• _WHAT TO DO_: Print every entry exactly as it appears, but skip the pictures.

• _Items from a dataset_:
%%
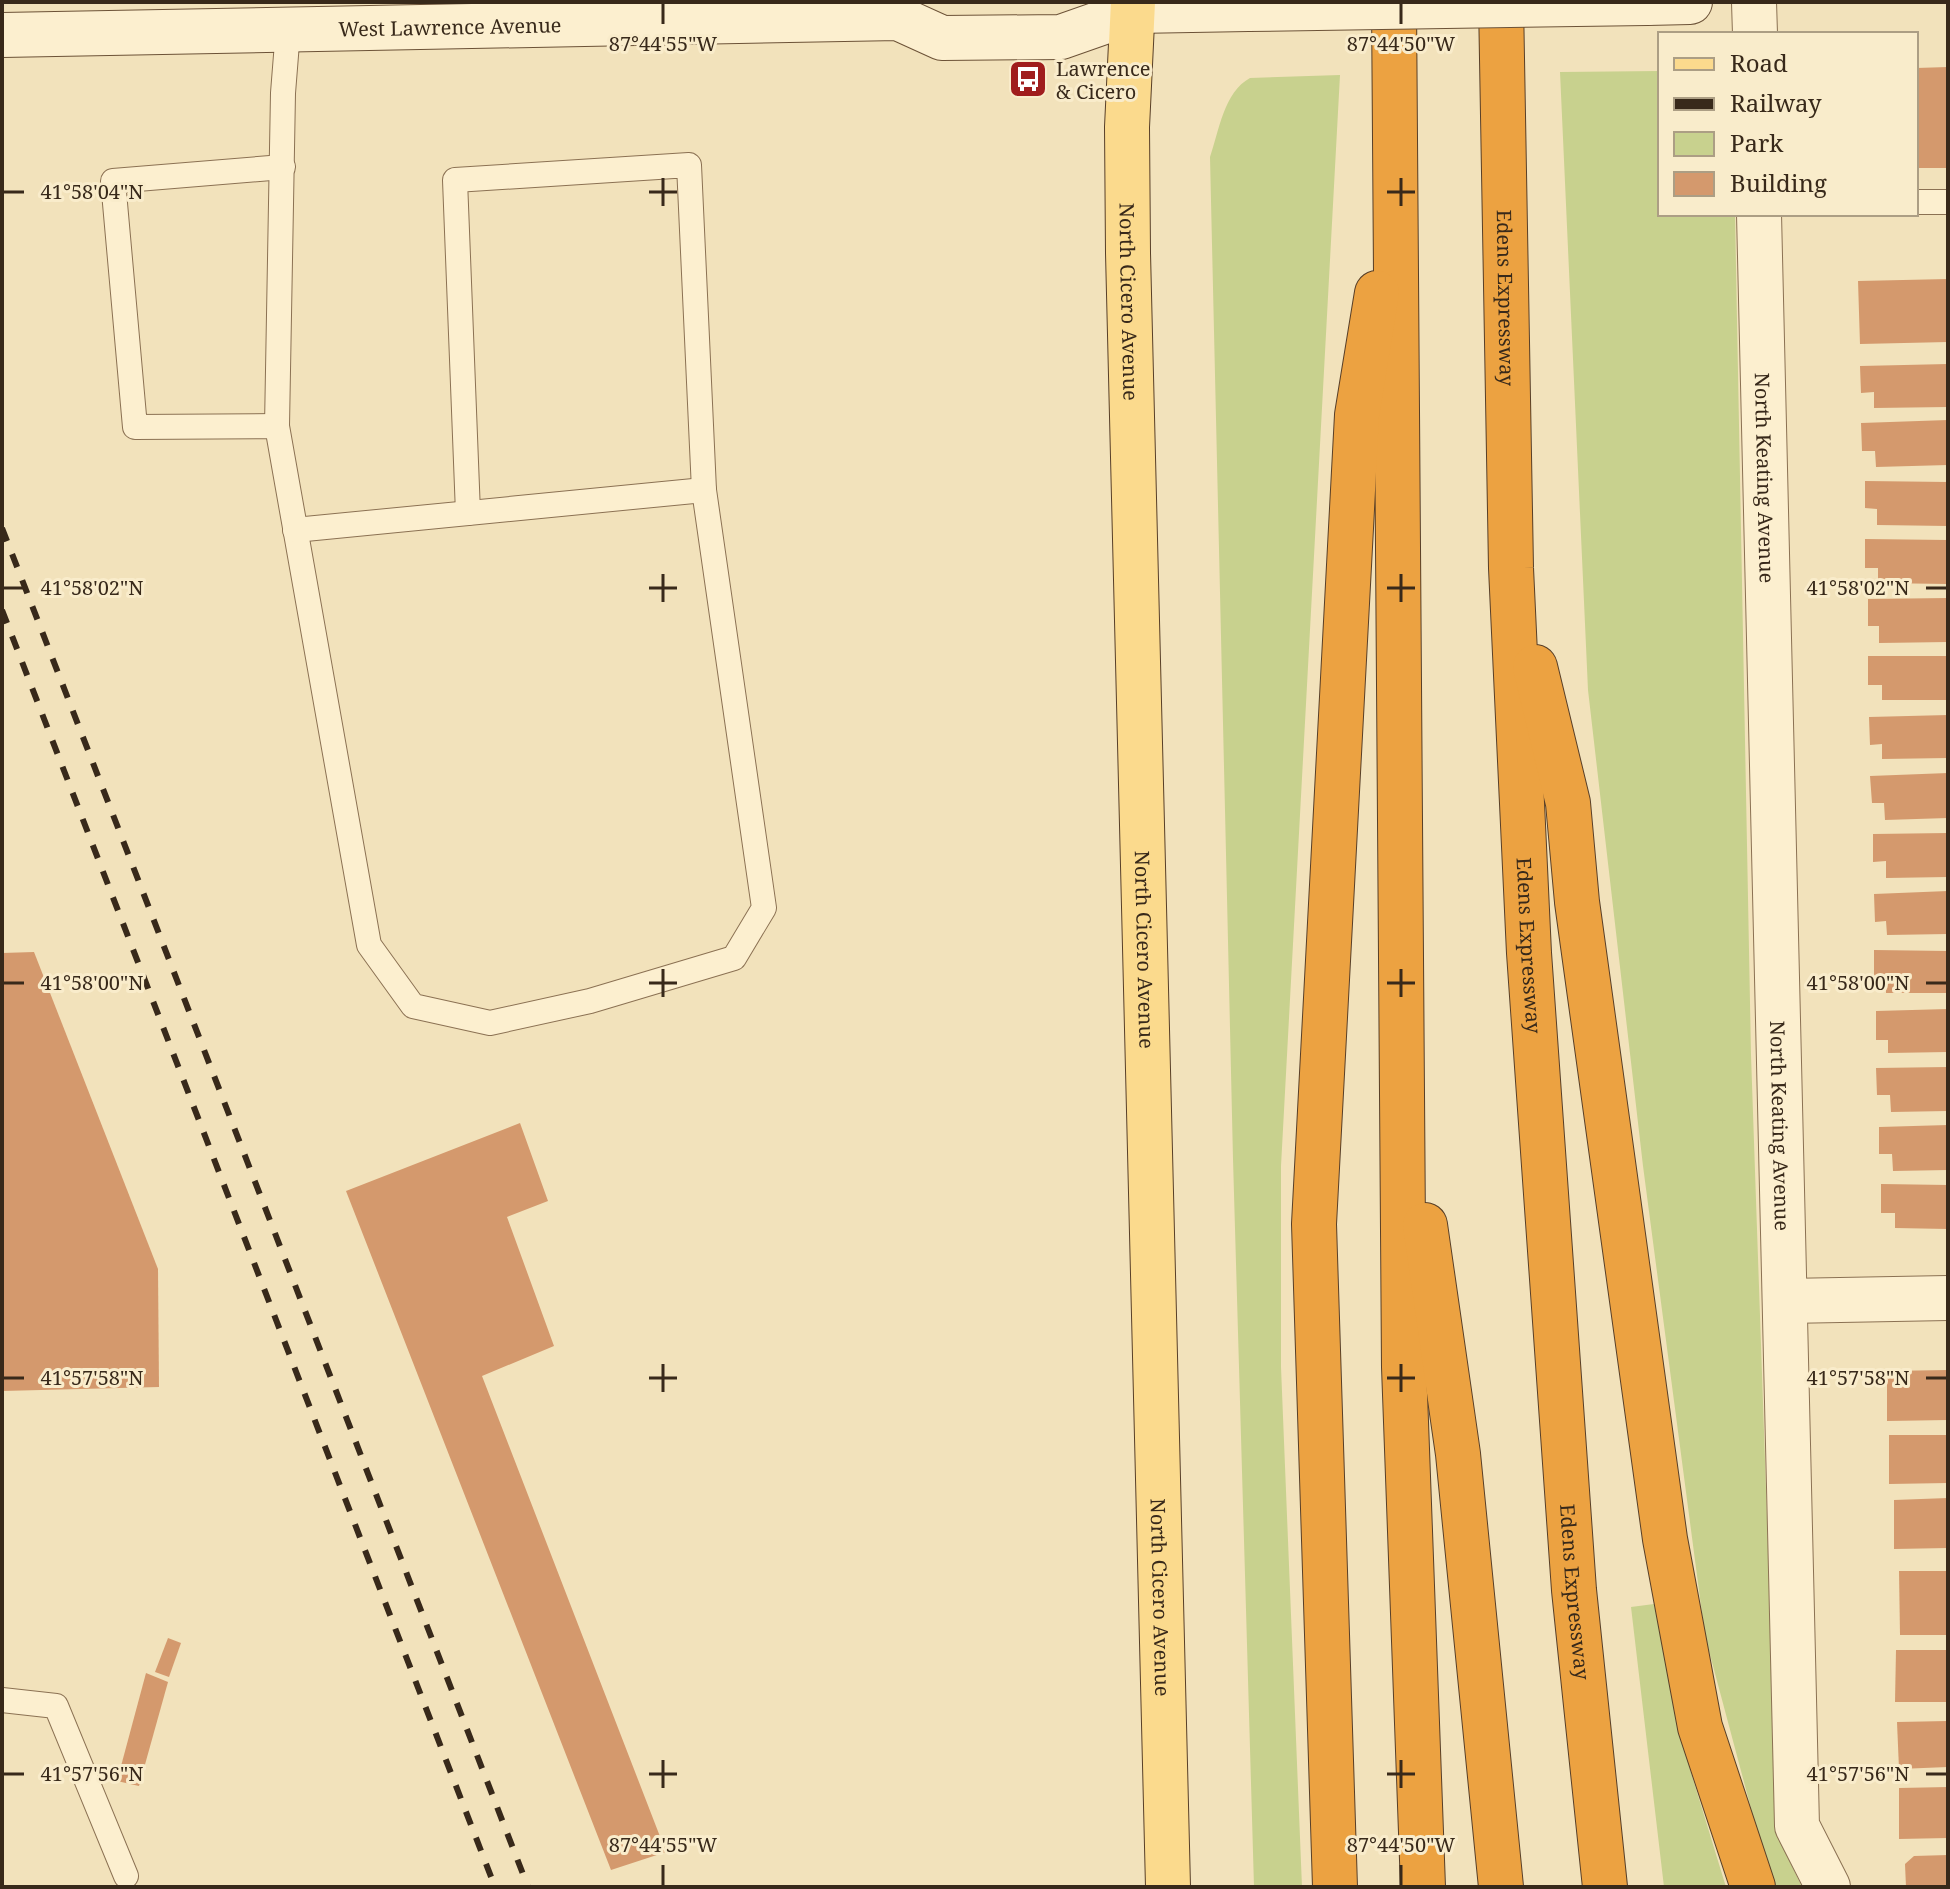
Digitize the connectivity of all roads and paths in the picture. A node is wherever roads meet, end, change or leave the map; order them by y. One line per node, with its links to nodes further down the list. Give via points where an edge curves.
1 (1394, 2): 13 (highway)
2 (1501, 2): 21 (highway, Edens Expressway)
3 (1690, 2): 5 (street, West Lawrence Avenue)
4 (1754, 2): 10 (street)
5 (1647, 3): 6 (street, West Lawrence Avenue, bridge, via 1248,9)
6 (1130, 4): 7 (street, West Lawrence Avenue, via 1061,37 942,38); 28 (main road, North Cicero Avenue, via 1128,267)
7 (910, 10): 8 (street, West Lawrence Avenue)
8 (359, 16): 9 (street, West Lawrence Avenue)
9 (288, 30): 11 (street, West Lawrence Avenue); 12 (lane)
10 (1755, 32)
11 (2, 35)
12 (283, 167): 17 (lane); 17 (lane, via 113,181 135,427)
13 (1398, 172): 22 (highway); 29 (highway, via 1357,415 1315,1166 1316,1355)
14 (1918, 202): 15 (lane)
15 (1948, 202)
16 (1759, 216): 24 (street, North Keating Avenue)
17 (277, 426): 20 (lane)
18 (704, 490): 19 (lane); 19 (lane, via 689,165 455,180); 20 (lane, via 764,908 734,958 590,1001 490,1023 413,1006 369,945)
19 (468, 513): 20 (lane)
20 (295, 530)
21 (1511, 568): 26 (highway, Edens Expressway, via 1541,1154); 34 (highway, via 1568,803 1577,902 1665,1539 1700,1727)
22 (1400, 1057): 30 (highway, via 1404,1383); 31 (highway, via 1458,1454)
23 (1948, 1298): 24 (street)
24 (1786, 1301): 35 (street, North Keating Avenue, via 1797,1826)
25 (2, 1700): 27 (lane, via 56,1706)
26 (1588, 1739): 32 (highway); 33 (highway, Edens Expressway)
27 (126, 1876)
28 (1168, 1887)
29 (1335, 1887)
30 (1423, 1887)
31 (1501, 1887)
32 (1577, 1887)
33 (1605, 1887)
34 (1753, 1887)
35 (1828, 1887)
%%
• _RESULT_:
Digitize the connectivity of all roads and paths in the picture. A node is wherever roads meet, end, change or leave the map; order them by y. One line per node, with its links to nodes further down the list. Give via points where an edge curves.
1 (1394, 2): 13 (highway)
2 (1501, 2): 21 (highway, Edens Expressway)
3 (1690, 2): 5 (street, West Lawrence Avenue)
4 (1754, 2): 10 (street)
5 (1647, 3): 6 (street, West Lawrence Avenue, bridge, via 1248,9)
6 (1130, 4): 7 (street, West Lawrence Avenue, via 1061,37 942,38); 28 (main road, North Cicero Avenue, via 1128,267)
7 (910, 10): 8 (street, West Lawrence Avenue)
8 (359, 16): 9 (street, West Lawrence Avenue)
9 (288, 30): 11 (street, West Lawrence Avenue); 12 (lane)
10 (1755, 32)
11 (2, 35)
12 (283, 167): 17 (lane); 17 (lane, via 113,181 135,427)
13 (1398, 172): 22 (highway); 29 (highway, via 1357,415 1315,1166 1316,1355)
14 (1918, 202): 15 (lane)
15 (1948, 202)
16 (1759, 216): 24 (street, North Keating Avenue)
17 (277, 426): 20 (lane)
18 (704, 490): 19 (lane); 19 (lane, via 689,165 455,180); 20 (lane, via 764,908 734,958 590,1001 490,1023 413,1006 369,945)
19 (468, 513): 20 (lane)
20 (295, 530)
21 (1511, 568): 26 (highway, Edens Expressway, via 1541,1154); 34 (highway, via 1568,803 1577,902 1665,1539 1700,1727)
22 (1400, 1057): 30 (highway, via 1404,1383); 31 (highway, via 1458,1454)
23 (1948, 1298): 24 (street)
24 (1786, 1301): 35 (street, North Keating Avenue, via 1797,1826)
25 (2, 1700): 27 (lane, via 56,1706)
26 (1588, 1739): 32 (highway); 33 (highway, Edens Expressway)
27 (126, 1876)
28 (1168, 1887)
29 (1335, 1887)
30 (1423, 1887)
31 (1501, 1887)
32 (1577, 1887)
33 (1605, 1887)
34 (1753, 1887)
35 (1828, 1887)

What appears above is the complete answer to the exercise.